Sato João Ricardo, Takahashi Daniel Yasumasa, Cardoso Ellison Fernando, Martin Maria da Graça Morais, Amaro Júnior Edson, Morettin Pedro Alberto
Departamento de Estatística, Instituto de Matemática e Estatística, Universidade de São Paulo, São Paulo, Sp 05508-090, Brazil ; Laboratório de Neuroimagem Funcional (NIF), Lim 44, Faculdade de Medicina, Universidade de São Paulo, São Paulo, Sp 05403-001, Brazil.
Int J Biomed Imaging. 2006;2006:27483. doi: 10.1155/IJBI/2006/27483. Epub 2006 Sep 5.
Recent advances in neuroimaging techniques have provided precise spatial localization of brain activation applied in several neuroscience subareas. The development of functional magnetic resonance imaging (fMRI), based on the BOLD signal, is one of the most popular techniques related to the detection of neuronal activation. However, understanding the interactions between several neuronal modules is also an important task, providing a better comprehension about brain dynamics. Nevertheless, most connectivity studies in fMRI are based on a simple correlation analysis, which is only an association measure and does not provide the direction of information flow between brain areas. Other proposed methods like structural equation modeling (SEM) seem to be attractive alternatives. However, this approach assumes prior information about the causality direction and stationarity conditions, which may not be satisfied in fMRI experiments.
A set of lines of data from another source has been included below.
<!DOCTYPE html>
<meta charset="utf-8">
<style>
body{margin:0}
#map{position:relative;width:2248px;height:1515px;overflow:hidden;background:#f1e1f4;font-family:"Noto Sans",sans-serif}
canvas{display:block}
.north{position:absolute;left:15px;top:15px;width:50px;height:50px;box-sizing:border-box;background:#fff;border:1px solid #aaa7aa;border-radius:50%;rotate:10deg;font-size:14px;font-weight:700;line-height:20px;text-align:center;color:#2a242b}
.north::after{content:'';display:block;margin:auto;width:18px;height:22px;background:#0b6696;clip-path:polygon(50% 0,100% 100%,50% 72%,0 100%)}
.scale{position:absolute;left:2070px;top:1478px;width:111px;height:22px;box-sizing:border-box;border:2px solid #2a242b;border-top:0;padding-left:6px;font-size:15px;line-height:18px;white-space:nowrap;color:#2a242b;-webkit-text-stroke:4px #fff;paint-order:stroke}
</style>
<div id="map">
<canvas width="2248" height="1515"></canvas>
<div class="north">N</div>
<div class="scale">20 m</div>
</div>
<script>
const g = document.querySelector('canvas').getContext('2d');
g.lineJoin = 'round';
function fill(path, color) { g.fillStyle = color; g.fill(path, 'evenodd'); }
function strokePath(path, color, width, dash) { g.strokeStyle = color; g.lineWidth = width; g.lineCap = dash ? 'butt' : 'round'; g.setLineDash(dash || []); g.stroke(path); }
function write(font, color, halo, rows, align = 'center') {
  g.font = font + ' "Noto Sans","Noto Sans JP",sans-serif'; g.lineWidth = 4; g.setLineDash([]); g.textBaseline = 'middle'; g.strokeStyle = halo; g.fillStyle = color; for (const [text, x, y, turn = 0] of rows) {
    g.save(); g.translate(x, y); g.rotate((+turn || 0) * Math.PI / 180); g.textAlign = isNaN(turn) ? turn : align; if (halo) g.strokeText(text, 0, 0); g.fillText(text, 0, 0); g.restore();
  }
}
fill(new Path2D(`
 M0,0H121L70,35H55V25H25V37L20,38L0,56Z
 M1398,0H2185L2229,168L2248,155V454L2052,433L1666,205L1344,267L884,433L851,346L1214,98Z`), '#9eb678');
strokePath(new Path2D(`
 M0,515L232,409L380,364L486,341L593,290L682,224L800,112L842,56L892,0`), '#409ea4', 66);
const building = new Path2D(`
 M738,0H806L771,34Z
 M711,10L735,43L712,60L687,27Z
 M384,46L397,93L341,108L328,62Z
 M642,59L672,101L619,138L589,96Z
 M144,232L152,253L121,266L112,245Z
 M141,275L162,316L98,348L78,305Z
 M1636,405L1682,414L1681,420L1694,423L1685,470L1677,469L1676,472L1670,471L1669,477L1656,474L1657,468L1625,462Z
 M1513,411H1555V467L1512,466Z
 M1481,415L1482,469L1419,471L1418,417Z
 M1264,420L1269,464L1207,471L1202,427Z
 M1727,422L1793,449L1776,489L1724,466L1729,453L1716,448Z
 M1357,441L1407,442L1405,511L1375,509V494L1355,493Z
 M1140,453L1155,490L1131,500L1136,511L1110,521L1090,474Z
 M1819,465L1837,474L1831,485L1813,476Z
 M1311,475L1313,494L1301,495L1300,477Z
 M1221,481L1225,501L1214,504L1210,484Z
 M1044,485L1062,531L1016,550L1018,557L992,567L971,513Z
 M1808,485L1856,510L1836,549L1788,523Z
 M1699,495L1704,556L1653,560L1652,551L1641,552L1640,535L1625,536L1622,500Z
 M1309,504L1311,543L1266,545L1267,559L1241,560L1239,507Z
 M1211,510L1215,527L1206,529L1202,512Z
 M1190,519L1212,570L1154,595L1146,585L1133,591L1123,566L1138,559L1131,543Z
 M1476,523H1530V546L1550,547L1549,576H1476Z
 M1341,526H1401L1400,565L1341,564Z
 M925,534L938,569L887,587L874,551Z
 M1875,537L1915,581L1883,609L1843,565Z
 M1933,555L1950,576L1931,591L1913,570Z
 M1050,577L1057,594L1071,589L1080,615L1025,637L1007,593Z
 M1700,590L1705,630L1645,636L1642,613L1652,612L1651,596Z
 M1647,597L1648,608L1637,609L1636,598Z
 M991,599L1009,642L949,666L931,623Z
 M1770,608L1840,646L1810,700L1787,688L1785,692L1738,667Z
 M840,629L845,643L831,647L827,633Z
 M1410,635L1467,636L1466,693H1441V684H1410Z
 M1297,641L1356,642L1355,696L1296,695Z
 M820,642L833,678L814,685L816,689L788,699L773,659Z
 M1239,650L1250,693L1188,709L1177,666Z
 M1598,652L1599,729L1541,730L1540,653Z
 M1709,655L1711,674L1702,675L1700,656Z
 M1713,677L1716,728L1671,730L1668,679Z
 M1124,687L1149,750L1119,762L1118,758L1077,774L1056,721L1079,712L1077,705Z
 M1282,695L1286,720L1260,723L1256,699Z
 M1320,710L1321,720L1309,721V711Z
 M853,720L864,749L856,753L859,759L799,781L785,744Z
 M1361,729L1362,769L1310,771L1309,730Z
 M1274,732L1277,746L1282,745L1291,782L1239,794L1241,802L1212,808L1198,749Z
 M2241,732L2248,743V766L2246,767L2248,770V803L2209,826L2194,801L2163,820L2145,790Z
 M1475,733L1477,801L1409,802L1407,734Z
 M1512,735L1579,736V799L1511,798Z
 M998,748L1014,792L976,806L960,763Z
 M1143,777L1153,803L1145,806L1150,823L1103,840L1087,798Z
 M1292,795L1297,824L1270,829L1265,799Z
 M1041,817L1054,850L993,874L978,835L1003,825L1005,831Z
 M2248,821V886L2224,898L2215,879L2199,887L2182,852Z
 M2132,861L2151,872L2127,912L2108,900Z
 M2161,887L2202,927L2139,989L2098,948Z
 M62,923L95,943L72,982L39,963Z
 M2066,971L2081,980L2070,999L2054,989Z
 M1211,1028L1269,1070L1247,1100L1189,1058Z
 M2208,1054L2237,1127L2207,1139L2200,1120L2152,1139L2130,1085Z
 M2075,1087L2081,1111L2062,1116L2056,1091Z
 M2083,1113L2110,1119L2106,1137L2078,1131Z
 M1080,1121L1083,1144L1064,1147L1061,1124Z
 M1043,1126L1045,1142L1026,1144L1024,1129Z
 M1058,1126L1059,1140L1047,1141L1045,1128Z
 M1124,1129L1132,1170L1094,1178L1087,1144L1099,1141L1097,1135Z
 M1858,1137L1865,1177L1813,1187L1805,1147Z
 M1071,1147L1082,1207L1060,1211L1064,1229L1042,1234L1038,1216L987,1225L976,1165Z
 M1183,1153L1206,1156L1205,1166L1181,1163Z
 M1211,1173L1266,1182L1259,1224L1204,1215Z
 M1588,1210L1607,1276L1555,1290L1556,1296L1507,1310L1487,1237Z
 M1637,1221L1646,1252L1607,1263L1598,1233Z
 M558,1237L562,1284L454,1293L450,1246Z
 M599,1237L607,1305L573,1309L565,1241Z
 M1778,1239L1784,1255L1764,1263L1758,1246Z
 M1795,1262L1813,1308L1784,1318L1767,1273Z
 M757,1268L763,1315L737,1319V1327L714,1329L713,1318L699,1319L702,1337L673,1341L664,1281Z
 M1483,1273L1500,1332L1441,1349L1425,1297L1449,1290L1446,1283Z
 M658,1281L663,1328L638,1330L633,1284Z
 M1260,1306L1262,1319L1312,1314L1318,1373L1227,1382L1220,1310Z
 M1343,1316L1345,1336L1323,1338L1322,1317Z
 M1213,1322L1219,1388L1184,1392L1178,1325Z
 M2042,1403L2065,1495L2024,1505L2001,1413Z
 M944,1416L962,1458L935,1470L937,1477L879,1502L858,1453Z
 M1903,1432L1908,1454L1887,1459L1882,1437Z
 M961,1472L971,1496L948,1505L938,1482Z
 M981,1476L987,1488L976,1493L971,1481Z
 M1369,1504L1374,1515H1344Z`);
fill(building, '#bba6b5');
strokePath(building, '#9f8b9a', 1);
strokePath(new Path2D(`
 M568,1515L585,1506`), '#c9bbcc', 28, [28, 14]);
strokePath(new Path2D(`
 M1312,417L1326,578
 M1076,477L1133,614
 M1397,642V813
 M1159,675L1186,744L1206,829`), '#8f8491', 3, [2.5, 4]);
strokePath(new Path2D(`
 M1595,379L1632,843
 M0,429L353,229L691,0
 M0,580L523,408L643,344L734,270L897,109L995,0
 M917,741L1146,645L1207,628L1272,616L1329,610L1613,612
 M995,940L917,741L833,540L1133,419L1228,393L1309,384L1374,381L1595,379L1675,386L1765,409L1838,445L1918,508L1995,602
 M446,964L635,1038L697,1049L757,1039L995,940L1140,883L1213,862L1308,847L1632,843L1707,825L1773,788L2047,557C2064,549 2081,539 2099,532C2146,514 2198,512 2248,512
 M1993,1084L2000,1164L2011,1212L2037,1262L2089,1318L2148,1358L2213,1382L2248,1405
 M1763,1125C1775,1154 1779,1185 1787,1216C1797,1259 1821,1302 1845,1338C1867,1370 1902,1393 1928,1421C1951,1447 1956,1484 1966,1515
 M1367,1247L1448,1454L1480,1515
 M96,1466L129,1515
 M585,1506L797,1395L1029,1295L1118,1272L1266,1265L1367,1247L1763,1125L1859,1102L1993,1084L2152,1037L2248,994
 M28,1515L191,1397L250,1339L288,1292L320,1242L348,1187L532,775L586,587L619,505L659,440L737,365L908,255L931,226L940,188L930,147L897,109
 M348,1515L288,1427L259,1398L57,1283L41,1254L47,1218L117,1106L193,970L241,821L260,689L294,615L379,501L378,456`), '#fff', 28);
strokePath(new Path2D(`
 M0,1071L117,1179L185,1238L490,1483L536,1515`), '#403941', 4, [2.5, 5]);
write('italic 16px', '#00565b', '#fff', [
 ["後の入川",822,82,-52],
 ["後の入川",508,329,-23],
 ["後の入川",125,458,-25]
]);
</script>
Generally, the fMRI experiments are related to an activation task; hence, the stimulus conditions should also be included in the model. In this paper, we suggest an intervention analysis, which includes stimulus condition, allowing a nonstationary modeling. Furthermore, an illustrative application to real fMRI dataset from a simple motor task is presented.
神经成像技术的最新进展为应用于多个神经科学子领域的大脑激活提供了精确的空间定位。基于血氧水平依赖(BOLD)信号的功能磁共振成像(fMRI)的发展是与神经元激活检测相关的最流行技术之一。然而,理解多个神经元模块之间的相互作用也是一项重要任务,有助于更好地理解大脑动态。尽管如此,fMRI中的大多数连通性研究都基于简单的相关性分析,这只是一种关联度量,并未提供脑区之间信息流的方向。其他提出的方法,如结构方程建模(SEM),似乎是有吸引力的替代方案。然而,这种方法假设了关于因果关系方向和平稳性条件的先验信息,而这在fMRI实验中可能无法满足。一般来说,fMRI实验与激活任务相关;因此,刺激条件也应包含在模型中。在本文中,我们提出一种干预分析,其中包括刺激条件,允许进行非平稳建模。此外,还展示了对来自简单运动任务的真实fMRI数据集的说明性应用。